**THE TASK:**
The answer is the full set of records, given again exactly and without images.
--- START ---
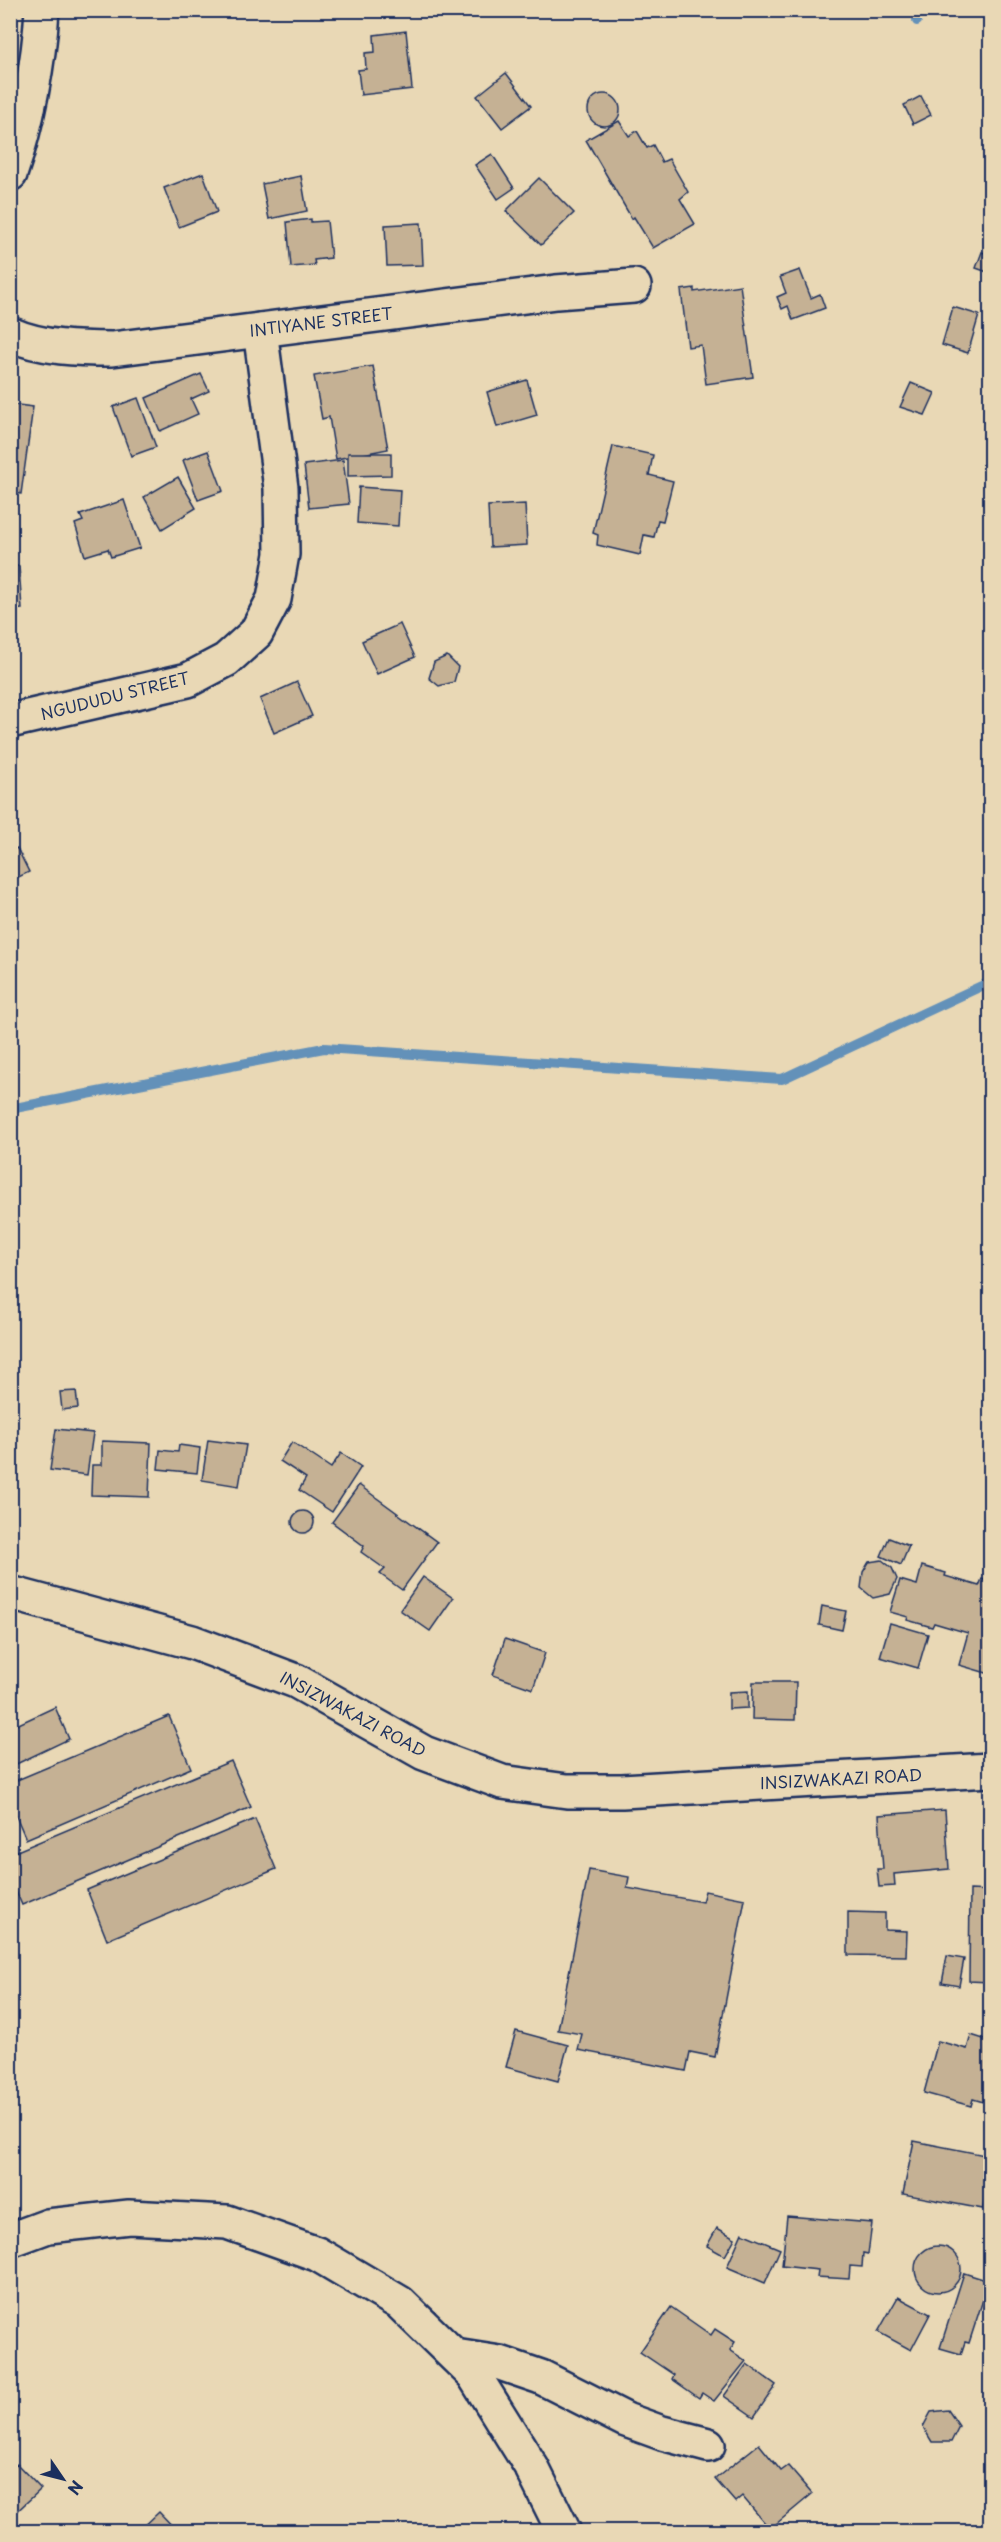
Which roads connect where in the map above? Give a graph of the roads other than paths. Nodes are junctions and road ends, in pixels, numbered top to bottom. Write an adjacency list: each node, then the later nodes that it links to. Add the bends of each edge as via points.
1 (42, 10): 2 (street, via 18,152)
2 (10, 174)
3 (634, 286): 4 (street, INTIYANE STREET, via 555,292)
4 (260, 330): 5 (street, INTIYANE STREET, via 112,349 51,345); 6 (street, NGUDUDU STREET, via 281,488 282,554 274,599 256,633 226,660 188,680)
5 (10, 334)
6 (10, 721)
7 (10, 1593): 8 (street, INSIZWAKAZI ROAD, via 192,1642 296,1681 424,1753 502,1782 567,1791 622,1791)
8 (990, 1770)
9 (10, 2240): 10 (street, via 48,2226 129,2217 227,2222 317,2254 400,2303)
10 (455, 2356): 11 (street, via 500,2363 626,2420); 12 (street, via 480,2384 532,2468)
11 (708, 2445)
12 (564, 2532)

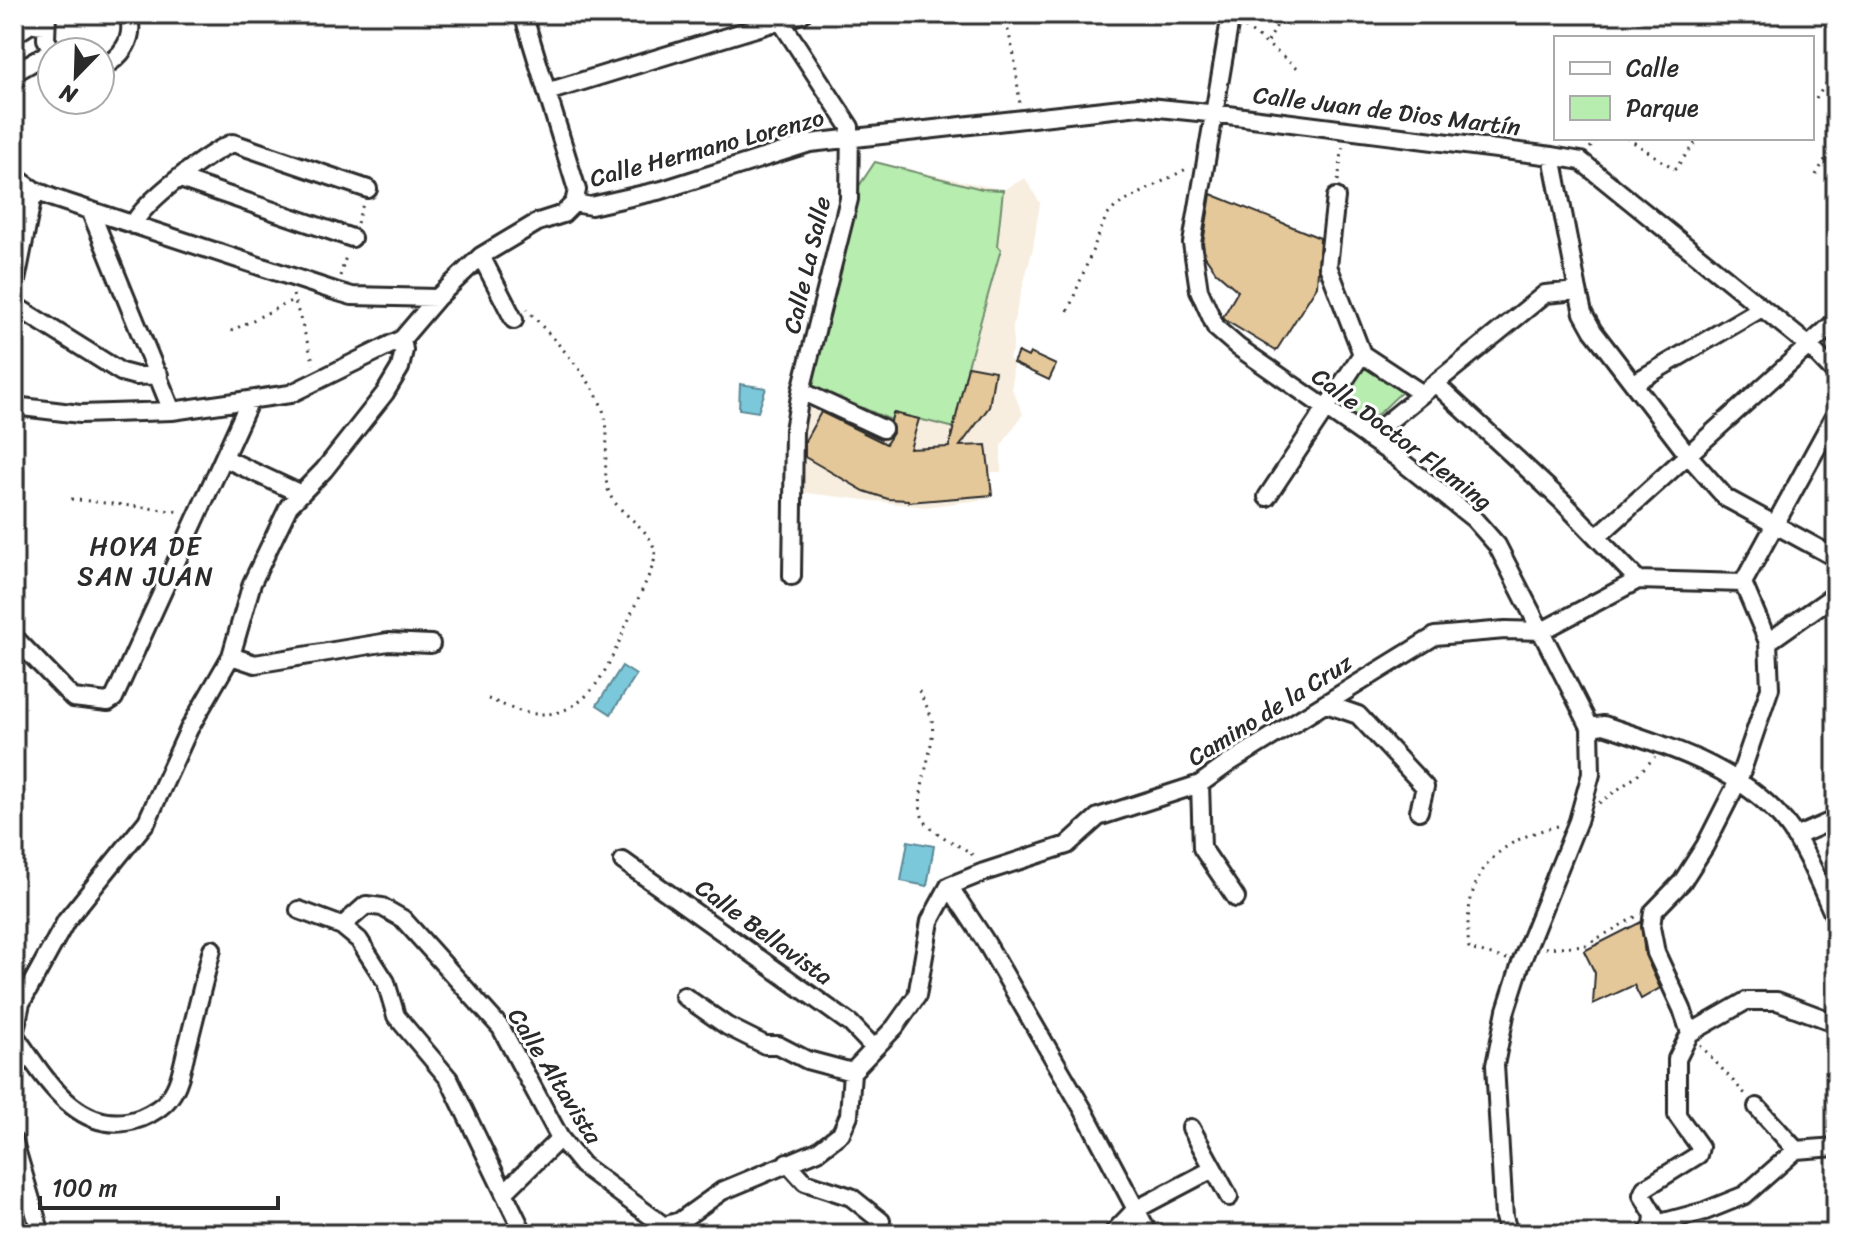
--- END ---
**TASK RESULT:**
Which roads connect where in the map above? Give a graph of the roads other than paths. Nodes are junctions and road ends, in pixels, numbered top to bottom. Write an adjacency list: each node, then the later nodes that it links to. Add the bends of each edge as via points.
1 (42, 10): 2 (street, via 18,152)
2 (10, 174)
3 (634, 286): 4 (street, INTIYANE STREET, via 555,292)
4 (260, 330): 5 (street, INTIYANE STREET, via 112,349 51,345); 6 (street, NGUDUDU STREET, via 281,488 282,554 274,599 256,633 226,660 188,680)
5 (10, 334)
6 (10, 721)
7 (10, 1593): 8 (street, INSIZWAKAZI ROAD, via 192,1642 296,1681 424,1753 502,1782 567,1791 622,1791)
8 (990, 1770)
9 (10, 2240): 10 (street, via 48,2226 129,2217 227,2222 317,2254 400,2303)
10 (455, 2356): 11 (street, via 500,2363 626,2420); 12 (street, via 480,2384 532,2468)
11 (708, 2445)
12 (564, 2532)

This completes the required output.